My friends,
Where was I?
Oh yes…
The front porch had become a small indoor pond, Mommy was soaked, the pillows were dripping, and I was safely (and unfairly) locked in my room.
Smores was outside the room the whole time.
She could have warned Mommy about the puddle.
She didn’t.
But then again…
It was her birthday.
We all know how a diva behaves.
So I remained quietly in my room.
At least I was dry, cool, safe…
And my food bowl was full.
While Mommy cleaned the mess, I heard her telling Smores how blessed we were to have a safe home where we could shelter from the storm.
The television was still on in the background…
Until suddenly…
Silence.
The power was gone.
Maybe a tree had fallen.
Maybe not.
How was I supposed to know?
I’m locked in a room!
Later, I questioned Smores, and that’s when I discovered another part of the story.
Apparently, she had insisted on staying in the screened-in porch while the storm was raging.

Mommy disagreed.
There was chasing.
Lots of chasing.
Which explained why Mommy wasn’t only soaked from rescuing the pillows.
She had also been running after Miss Birthday Queen.
Now Mommy faced a new challenge:
A birthday weekend without electricity…
In a house that depends on electricity for almost everything.
New rules immediately went into effect.
No opening outside doors.
No opening windows.
No opening the refrigerator.
And, for reasons only humans understand…
Lots of candles.

I don’t like candles.
To be fair, I don’t like even one candle.
So more than one definitely counts as “lots.”
Eventually, the power returned.
Mommy relaxed.
We all went to bed hoping the next day would be much calmer.
It wasn’t.

The morning was gray and gloomy, but we had electricity, air conditioning, internet, and all the important comforts.
I was finally able to work on my writing.
And for a little while, everything seemed normal again.
Until…
During the afternoon, every phone started ringing.
The television began making alarming noises.
Warning sounds echoed throughout the house.
Another tornado warning.
Do you remember the last one?
I certainly do.
And this one sounded just as serious.
To be continued…
Jack e o Fim de Semana de Tempestades — Parte 2: A Vida sem Eletricidade
Meus amigos,
Onde é que eu ia?
Ah, sim…
O alpendre da frente tinha-se transformado num pequeno lago interior, a Mamã estava encharcada, as almofadas pingavam e eu estava seguro (e injustamente) trancado no meu quarto.

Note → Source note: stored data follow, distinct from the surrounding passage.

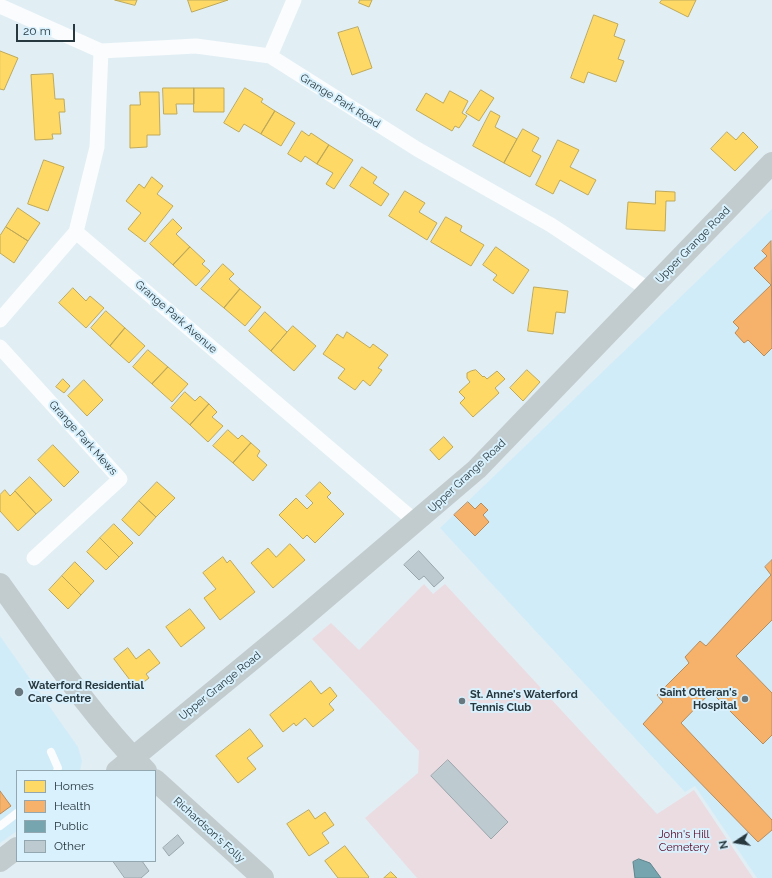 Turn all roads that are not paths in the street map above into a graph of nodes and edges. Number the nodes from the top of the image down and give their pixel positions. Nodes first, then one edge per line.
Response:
1 (294, 0) edge
2 (0, 6) edge
3 (101, 51) junction
4 (270, 56) junction
5 (772, 163) edge
6 (76, 232) junction
7 (649, 290) junction
8 (0, 320) edge
9 (0, 347) edge
10 (416, 522) junction
11 (34, 558) dead end
12 (0, 584) edge
13 (50, 752) dead end
14 (132, 767) edge
15 (57, 770) edge
16 (156, 781) edge
17 (16, 814) edge
18 (0, 826) edge
19 (16, 849) edge
20 (0, 861) edge
21 (263, 878) edge

1 - 4 street
2 - 3 street, Grange Park Road
3 - 4 street, Grange Park Road
3 - 6 street
4 - 7 street, Grange Park Road
5 - 7 street, Upper Grange Road
6 - 8 street
6 - 10 street, Grange Park Avenue
7 - 10 street, Upper Grange Road
9 - 11 street, Grange Park Mews
10 - 14 street, Upper Grange Road
12 - 14 street
13 - 15 lane
16 - 21 street, Richardson's Folly
17 - 18 lane
19 - 20 street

A Smores esteve o tempo todo fora do quarto.
Ela podia ter avisado a Mamã sobre a poça de água.
Não avisou.
Mas, pronto…
… Era o aniversário dela.
Todos sabemos como se comporta uma diva.

Por isso, fiquei sossegado no meu quarto.
Pelo menos estava seco, fresco, seguro… E tinha a minha taça de comida cheia.
Enquanto a Mamã limpava a confusão, ouvi-a a dizer à S’mores como éramos abençoados por ter uma casa segura onde nos podíamos abrigar da tempestade.
A televisão continuava ligada ao fundo…
Até que, de repente…
Silêncio.
A luz tinha ido embora.
Talvez tivesse caído uma árvore.
Talvez não.
Como é que eu havia de saber?!
Estava trancado no meu quarto!

Quando mais tarde, conversei com a Smores, descobri o outro lado da história:
Ao que parece, ela tinha-se recusado a sair do alpendre das traseiras, que enquanto a tempestade rugia lá fora.
A Mamã não concordou e houve perseguição, muita perseguição…
E foi aí que compredndi que a Mamã estava encharcada, não só por causa do resgate das almofadas, mas também por causa da perseguição a Sua Alteza, a Rainha do Aniversário.
Agora a Mamã enfrentava um novo desafio:
Um fim de semana de aniversário sem eletricidade…
Numa casa que depende da eletricidade para quase tudo.
Novas regras entraram imediatamente em vigor:
Nada de abrir portas para o exterior.
Nada de abrir janelas.
Nada de abrir o frigorífico.
E, por razões que só os humanos compreendem…
Muitas velas.
Eu não gosto de velas.
Para ser justo, não gosto nem de uma vela sozinha.
Portanto, mais do que uma conta definitivamente como “muitas”.
Por fim, a luz voltou.
A Mamã relaxou.
Fomos todos deitar-nos com esperança de que o dia seguinte fosse bem mais calmo.
Não foi.
A manhã amanheceu cinzenta e sombria, mas tínhamos eletricidade, ar condicionado, internet e todas as comodidades importantes.

Finalmente pude dedicar-me à minha escrita.
E, por instantes, tudo pareceu voltar ao normal.
Até que…
Durante a tarde, todos os telemóveis começaram a tocar.
A televisão começou a fazer sons alarmantes.
Sinais de aviso ecoavam por toda a casa.
Outro aviso de tornado.
Lembram-se do último?
Eu lembro-me perfeitamente.
E este soava igualmente sério.

(Continua…)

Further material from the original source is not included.